Automated Identification of Malware Families Based on Shared Evidences - A simplified explanation of the abstract

This abstract first appeared for US patent application 18536736 titled 'Automated Identification of Malware Families Based on Shared Evidences

Simplified Explanation

The patent application describes a malware family identification engine that utilizes graph data structures to establish relationships between malware instances, malware families, and detected tags. The engine then constructs a dictionary data structure based on these relationships to facilitate the identification of significant indirect entities and the creation of a family tree data structure.

  • The engine constructs a graph data structure to represent direct relationships between malware instances and malware families, direct relationships between malware instances and detected tags, and indirect relationships between detected tags and malware families.
  • A dictionary data structure is built using detected tag entries to link each tag to one or more malware family nodes based on the graph data structure.
  • Significant indirect entities (SIEs) within the detected tag entries are identified, with the SIE having the highest number of out-going links (OGLs) selected as the root node in a family tree data structure.
  • SIEs with a number of OGLs less than the highest are recursively connected to the root node in the family tree data structure, and each SIE name is converted to a chained family entity name in the family tree data structure.

Potential Applications

The technology can be applied in cybersecurity for malware analysis and identification, threat intelligence, and network security.

Problems Solved

This technology helps in efficiently identifying relationships between malware instances and families, improving malware detection and analysis processes.

Benefits

The system streamlines the identification of malware families, enhances threat detection capabilities, and aids in understanding the relationships between different malware instances.

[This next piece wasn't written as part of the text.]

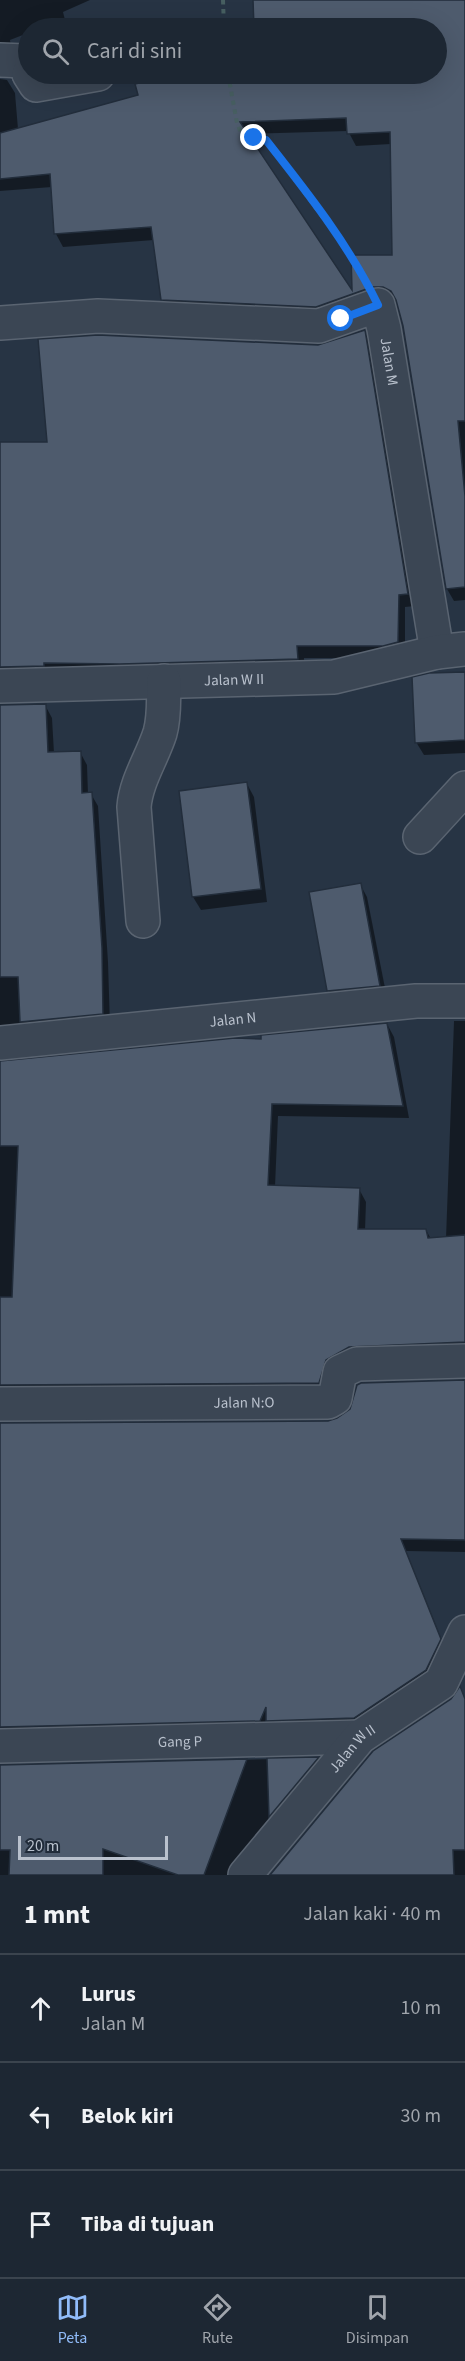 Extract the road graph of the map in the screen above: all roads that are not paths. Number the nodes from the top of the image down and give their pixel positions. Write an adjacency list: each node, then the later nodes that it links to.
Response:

Potential Commercial Applications

Potential commercial applications include cybersecurity software development, threat intelligence platforms, and network security solutions.

Possible Prior Art

One possible prior art could be the use of graph data structures in malware analysis and identification processes, but the specific method described in the patent application appears to be novel and innovative.

Unanswered Questions

How does this technology compare to existing malware analysis tools in terms of accuracy and efficiency?

The article does not provide a direct comparison with existing tools, so it is unclear how this technology performs in relation to others in the market.

What are the potential limitations or challenges in implementing this technology in real-world cybersecurity environments?

The article does not address potential challenges or limitations that may arise when implementing this technology in practical cybersecurity settings.


Original Abstract Submitted

A malware family identification engine constructs a graph data structure of direct relationships between malware instances and malware families, direct relationships between malware instances and detected tags, and indirect relationships between detected tags and malware families. The engine builds a dictionary data structure comprising detected tag entries linking each detected tag to one or more malware family nodes based on the graph data structure. The engine identifies significant indirect entities (SIEs) within the detected tag entries of the dictionary data structure and selects a SIE with a highest number of out-going links (OGLs) as a root node in a family tree data structure, recursively connects SIEs with a number of OGLs less than the highest number of OGLs to the root node in the family tree data structure, and converts each SIE name in the family tree data structure to a chained family entity name in the family tree data structure.